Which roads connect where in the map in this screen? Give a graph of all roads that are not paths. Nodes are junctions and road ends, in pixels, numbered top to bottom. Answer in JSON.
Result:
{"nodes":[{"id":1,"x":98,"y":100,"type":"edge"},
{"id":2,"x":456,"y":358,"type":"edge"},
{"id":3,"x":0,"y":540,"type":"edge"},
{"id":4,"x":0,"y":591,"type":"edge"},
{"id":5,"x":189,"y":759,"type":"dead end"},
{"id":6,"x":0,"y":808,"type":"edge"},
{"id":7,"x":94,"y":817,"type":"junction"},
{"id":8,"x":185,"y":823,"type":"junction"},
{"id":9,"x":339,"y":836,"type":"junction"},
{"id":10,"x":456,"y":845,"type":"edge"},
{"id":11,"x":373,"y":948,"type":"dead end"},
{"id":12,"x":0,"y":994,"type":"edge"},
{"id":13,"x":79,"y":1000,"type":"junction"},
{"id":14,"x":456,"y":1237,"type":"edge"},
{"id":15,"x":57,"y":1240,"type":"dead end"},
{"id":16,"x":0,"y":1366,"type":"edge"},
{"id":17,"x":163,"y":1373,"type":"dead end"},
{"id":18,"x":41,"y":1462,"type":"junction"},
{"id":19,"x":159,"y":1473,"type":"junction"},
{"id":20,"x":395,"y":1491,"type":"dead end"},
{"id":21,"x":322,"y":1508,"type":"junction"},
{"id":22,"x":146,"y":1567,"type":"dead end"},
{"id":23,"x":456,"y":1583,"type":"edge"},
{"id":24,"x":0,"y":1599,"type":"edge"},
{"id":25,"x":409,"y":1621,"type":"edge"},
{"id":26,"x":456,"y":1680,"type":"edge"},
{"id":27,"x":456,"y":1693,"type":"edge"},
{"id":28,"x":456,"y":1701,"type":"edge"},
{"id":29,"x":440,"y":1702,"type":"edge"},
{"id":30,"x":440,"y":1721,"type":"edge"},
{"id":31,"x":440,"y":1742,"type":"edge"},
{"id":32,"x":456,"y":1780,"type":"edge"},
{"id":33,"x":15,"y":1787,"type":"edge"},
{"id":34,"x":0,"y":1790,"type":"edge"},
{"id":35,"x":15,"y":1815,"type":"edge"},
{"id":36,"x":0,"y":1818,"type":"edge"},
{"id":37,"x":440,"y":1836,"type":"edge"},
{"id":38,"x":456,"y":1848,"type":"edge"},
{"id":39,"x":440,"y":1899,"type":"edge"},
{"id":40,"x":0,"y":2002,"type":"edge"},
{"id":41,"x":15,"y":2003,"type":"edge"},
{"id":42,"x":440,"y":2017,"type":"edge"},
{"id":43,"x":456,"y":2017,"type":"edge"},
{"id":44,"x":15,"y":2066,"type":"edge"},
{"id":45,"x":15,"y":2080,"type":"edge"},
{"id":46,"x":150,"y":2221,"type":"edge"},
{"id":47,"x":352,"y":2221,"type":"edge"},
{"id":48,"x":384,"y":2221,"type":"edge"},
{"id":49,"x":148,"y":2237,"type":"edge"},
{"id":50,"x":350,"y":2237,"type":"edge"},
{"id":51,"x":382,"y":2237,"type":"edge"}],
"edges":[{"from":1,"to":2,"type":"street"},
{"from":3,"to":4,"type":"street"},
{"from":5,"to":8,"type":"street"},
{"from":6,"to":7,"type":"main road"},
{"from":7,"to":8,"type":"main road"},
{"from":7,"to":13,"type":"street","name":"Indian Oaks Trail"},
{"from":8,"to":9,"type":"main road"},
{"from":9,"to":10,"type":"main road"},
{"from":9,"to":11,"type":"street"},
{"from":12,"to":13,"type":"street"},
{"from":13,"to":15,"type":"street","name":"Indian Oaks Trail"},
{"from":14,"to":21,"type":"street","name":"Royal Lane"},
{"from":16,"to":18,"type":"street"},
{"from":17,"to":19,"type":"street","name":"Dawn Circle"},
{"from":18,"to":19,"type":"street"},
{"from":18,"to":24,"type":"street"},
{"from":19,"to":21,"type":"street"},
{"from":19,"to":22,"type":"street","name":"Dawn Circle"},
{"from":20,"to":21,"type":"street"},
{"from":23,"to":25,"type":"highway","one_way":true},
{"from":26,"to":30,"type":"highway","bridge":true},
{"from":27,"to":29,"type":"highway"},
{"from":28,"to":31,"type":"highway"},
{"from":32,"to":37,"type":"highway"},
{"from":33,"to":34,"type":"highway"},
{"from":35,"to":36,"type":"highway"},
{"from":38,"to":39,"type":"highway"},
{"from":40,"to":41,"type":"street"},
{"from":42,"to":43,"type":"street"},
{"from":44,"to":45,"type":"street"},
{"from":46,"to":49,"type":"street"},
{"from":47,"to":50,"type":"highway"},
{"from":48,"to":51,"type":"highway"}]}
# # #
### PROBLEM REQUIREMENTS
What lines in the material above hold the word "true"? Pull them out.

### ANSWER BOX
{"from":23,"to":25,"type":"highway","one_way":true},
{"from":26,"to":30,"type":"highway","bridge":true},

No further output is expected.